What is expected =>
Please find the lines in the following records that hold "graph", and copy them.

━━━━━ Exercise data

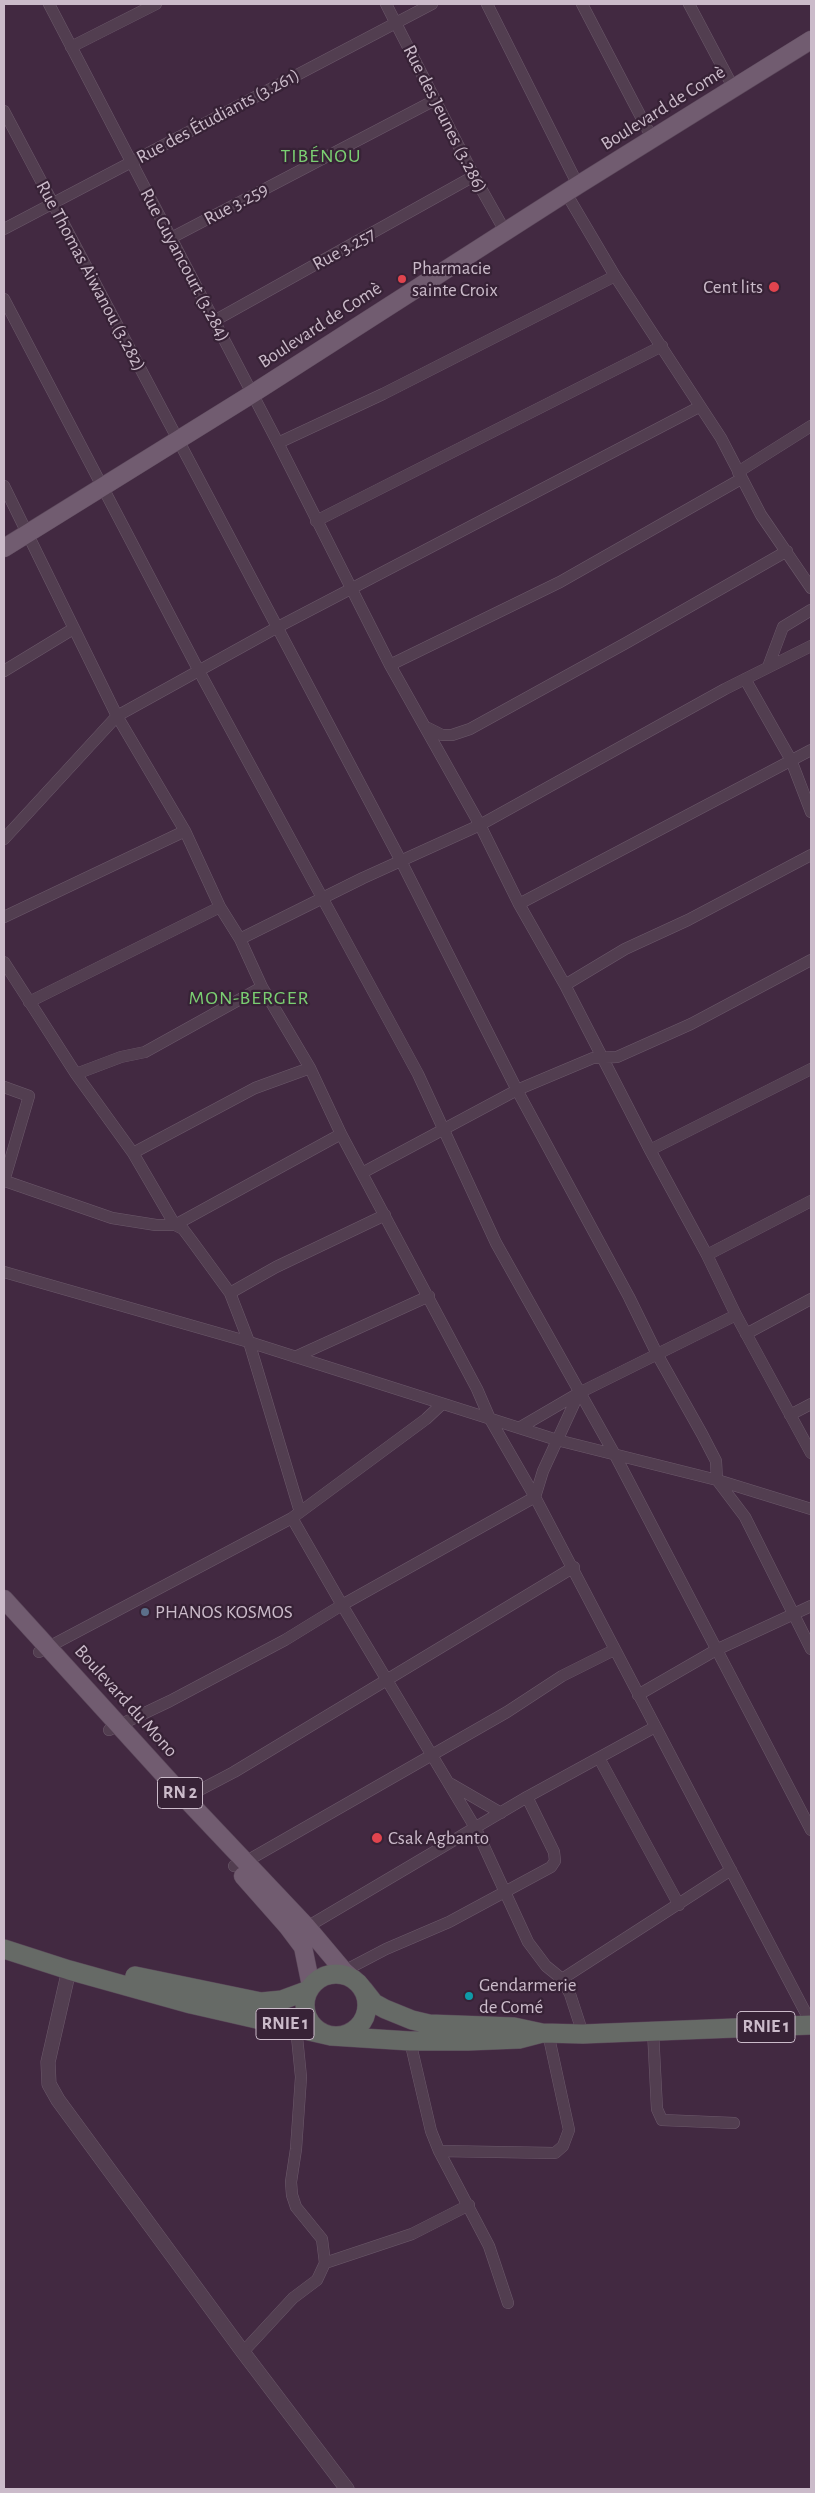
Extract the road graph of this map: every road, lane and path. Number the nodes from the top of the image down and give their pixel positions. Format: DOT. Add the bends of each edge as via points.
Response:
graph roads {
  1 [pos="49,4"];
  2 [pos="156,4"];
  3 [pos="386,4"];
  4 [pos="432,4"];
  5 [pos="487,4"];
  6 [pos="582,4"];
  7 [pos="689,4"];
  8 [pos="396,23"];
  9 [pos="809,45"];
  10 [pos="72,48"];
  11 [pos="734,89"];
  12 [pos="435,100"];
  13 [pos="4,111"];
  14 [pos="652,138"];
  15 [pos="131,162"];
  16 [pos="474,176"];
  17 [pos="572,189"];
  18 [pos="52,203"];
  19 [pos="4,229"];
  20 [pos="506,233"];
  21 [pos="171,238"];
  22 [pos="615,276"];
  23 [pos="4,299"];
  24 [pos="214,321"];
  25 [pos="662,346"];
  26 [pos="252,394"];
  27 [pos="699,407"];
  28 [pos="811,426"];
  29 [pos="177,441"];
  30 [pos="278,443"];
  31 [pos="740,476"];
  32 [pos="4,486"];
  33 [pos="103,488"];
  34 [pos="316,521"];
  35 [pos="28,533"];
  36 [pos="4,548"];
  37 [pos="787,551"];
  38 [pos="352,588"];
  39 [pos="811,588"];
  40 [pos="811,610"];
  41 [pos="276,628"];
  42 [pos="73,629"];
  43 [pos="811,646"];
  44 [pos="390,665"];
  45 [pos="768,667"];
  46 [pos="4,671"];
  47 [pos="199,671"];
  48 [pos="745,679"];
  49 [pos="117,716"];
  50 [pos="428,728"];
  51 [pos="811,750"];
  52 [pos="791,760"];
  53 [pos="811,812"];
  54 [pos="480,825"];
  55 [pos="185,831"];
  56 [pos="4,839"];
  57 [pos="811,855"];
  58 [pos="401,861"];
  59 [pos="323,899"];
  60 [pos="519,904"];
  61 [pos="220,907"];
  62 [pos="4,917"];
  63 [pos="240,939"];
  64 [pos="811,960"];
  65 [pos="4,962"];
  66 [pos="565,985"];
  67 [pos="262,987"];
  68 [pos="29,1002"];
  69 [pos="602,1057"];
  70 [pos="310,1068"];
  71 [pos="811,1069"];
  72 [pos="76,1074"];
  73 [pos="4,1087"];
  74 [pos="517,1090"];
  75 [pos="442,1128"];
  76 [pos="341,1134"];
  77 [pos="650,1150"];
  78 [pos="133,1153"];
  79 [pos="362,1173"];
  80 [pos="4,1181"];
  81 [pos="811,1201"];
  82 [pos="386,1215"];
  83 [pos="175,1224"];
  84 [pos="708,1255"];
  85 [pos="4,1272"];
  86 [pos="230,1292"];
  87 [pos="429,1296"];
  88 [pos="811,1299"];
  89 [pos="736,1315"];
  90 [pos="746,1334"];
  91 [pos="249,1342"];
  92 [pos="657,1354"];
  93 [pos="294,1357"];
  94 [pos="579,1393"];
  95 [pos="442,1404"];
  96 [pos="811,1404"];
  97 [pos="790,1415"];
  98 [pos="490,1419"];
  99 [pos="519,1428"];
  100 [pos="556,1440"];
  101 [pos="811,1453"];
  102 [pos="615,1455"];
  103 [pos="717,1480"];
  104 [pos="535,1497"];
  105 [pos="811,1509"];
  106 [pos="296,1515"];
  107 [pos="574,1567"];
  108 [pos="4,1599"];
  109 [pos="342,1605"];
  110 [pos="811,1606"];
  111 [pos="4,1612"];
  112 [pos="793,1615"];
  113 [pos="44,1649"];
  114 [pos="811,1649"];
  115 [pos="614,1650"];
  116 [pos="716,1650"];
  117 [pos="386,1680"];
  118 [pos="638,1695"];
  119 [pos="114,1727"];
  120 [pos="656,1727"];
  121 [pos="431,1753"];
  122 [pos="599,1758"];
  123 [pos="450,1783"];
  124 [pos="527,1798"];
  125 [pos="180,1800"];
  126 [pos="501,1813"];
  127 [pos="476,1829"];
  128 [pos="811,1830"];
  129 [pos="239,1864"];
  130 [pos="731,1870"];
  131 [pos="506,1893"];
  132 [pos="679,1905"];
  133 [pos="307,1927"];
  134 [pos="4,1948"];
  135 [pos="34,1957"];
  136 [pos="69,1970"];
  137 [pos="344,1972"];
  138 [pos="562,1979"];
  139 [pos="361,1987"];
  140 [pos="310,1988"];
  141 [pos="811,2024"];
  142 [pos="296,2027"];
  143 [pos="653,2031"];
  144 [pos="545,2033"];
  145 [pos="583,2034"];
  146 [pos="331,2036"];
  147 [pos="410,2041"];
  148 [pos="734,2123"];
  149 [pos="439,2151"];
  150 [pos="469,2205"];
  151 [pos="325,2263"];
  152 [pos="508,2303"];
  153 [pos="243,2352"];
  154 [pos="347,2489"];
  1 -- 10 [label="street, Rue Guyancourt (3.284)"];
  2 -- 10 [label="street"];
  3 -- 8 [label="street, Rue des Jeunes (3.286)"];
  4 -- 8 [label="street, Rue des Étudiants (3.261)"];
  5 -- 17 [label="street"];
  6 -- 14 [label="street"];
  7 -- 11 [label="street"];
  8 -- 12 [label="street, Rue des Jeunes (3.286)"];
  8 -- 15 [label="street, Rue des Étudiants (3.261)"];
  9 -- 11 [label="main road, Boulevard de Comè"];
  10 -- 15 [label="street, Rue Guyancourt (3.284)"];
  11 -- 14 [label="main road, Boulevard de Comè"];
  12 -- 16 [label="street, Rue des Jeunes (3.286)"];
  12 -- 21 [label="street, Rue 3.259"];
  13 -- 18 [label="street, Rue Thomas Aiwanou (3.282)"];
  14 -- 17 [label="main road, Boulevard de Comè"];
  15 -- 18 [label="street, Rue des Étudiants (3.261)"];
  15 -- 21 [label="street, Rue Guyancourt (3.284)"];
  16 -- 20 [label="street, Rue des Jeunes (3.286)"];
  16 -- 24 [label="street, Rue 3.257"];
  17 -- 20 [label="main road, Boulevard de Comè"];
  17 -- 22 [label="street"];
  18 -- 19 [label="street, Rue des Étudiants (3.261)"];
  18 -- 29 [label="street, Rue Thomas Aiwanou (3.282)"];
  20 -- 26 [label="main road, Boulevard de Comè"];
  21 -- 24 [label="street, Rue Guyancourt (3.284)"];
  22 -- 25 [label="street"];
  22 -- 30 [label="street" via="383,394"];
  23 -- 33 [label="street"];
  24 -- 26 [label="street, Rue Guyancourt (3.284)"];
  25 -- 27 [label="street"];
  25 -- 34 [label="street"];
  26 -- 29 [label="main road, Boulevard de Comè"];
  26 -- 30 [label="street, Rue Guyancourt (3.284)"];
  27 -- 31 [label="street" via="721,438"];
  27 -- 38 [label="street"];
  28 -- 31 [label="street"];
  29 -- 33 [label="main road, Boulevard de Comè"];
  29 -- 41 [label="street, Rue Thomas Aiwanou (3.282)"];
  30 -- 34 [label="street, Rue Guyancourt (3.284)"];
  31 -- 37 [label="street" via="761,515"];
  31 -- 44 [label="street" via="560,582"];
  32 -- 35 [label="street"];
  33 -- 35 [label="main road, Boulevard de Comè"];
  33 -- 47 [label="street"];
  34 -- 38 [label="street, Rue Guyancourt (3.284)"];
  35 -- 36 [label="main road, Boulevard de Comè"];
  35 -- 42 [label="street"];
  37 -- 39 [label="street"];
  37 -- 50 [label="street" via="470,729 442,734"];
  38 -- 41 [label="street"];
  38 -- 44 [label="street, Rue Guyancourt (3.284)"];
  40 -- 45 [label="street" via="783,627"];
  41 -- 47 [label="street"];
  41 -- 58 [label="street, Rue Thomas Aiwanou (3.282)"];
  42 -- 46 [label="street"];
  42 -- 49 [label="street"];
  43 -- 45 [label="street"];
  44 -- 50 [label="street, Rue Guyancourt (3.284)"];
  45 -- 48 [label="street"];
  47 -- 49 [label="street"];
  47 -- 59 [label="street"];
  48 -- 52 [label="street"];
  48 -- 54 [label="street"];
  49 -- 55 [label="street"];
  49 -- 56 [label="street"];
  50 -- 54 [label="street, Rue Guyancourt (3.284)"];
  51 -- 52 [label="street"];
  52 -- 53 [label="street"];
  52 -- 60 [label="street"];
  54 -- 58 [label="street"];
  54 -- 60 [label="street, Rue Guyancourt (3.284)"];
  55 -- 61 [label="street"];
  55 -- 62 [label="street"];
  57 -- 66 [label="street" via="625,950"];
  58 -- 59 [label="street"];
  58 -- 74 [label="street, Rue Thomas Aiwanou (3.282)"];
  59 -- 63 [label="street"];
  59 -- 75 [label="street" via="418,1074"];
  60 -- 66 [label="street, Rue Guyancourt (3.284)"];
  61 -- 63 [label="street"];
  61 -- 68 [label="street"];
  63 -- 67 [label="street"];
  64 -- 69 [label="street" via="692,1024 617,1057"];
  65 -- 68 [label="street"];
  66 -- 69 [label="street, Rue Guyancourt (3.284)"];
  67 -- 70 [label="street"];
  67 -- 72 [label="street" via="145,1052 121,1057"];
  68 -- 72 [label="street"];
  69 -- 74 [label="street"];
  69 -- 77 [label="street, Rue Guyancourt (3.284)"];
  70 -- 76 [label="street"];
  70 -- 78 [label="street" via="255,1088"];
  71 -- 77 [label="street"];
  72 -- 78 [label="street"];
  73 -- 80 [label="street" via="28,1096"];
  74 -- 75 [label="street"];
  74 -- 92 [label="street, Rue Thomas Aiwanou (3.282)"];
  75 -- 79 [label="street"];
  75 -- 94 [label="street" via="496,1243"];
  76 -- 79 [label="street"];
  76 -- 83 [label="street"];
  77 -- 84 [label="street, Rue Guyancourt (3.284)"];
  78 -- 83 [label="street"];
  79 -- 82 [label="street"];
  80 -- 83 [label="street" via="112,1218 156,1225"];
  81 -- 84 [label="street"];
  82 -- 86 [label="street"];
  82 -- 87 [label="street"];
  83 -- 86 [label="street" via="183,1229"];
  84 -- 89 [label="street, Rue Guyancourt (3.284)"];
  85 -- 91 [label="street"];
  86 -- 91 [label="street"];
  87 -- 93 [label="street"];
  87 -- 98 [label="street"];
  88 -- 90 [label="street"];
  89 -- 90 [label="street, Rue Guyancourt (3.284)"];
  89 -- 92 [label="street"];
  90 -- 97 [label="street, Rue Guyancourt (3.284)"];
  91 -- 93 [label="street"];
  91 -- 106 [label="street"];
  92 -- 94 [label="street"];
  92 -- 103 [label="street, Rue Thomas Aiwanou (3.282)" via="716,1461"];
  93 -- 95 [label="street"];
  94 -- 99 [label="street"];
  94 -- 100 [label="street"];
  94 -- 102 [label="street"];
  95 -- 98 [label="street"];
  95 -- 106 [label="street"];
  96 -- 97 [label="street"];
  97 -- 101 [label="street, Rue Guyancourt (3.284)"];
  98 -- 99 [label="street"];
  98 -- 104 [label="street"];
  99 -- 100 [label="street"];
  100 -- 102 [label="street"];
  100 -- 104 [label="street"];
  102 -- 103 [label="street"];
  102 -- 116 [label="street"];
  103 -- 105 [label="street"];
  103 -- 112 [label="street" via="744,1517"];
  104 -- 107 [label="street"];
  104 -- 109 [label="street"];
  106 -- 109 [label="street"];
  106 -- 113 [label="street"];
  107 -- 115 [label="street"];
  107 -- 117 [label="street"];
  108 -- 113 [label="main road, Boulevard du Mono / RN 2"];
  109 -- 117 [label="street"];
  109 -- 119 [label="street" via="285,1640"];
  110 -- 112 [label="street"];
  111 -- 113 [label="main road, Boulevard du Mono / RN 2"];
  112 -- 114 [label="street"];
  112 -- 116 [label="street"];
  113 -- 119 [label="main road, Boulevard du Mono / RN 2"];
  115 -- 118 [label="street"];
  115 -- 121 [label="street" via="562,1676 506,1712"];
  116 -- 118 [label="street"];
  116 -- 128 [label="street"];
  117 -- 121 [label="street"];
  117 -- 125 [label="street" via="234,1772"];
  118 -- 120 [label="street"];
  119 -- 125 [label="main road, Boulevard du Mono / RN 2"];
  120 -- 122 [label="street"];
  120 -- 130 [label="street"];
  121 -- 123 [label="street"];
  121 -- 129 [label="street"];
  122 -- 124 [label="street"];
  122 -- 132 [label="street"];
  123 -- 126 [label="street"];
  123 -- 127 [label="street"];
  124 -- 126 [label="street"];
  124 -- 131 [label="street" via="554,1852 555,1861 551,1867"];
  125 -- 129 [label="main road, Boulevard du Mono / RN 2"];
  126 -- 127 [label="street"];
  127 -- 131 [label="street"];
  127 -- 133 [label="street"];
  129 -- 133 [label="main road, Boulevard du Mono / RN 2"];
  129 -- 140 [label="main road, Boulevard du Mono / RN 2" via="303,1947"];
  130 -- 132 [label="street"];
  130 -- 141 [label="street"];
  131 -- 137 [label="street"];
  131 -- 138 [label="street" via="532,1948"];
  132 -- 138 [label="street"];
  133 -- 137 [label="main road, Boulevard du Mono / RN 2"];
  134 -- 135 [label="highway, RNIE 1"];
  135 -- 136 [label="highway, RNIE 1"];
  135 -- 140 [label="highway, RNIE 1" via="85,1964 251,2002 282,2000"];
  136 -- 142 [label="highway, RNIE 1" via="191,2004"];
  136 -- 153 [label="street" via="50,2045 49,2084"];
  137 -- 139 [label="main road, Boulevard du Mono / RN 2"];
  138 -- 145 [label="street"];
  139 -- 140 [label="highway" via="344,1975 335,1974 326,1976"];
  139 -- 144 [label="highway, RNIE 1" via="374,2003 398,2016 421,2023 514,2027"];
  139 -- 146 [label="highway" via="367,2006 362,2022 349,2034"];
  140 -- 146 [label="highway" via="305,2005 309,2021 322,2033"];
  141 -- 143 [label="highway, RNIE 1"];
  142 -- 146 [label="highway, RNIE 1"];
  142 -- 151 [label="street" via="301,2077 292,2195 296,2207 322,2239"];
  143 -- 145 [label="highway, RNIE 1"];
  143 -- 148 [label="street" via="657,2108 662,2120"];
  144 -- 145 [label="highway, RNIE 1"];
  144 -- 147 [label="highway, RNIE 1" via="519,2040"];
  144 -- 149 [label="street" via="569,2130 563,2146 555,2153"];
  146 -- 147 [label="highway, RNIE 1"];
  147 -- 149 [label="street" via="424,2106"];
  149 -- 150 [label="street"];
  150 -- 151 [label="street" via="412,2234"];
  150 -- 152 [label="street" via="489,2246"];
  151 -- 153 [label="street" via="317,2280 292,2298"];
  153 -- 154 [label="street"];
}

━━━━━━━━━━

Written response =>
Extract the road graph of this map: every road, lane and path. Number the nodes from the top of the image down and give their pixel positions. Format: DOT. Add the bends of each edge as via points.
graph roads {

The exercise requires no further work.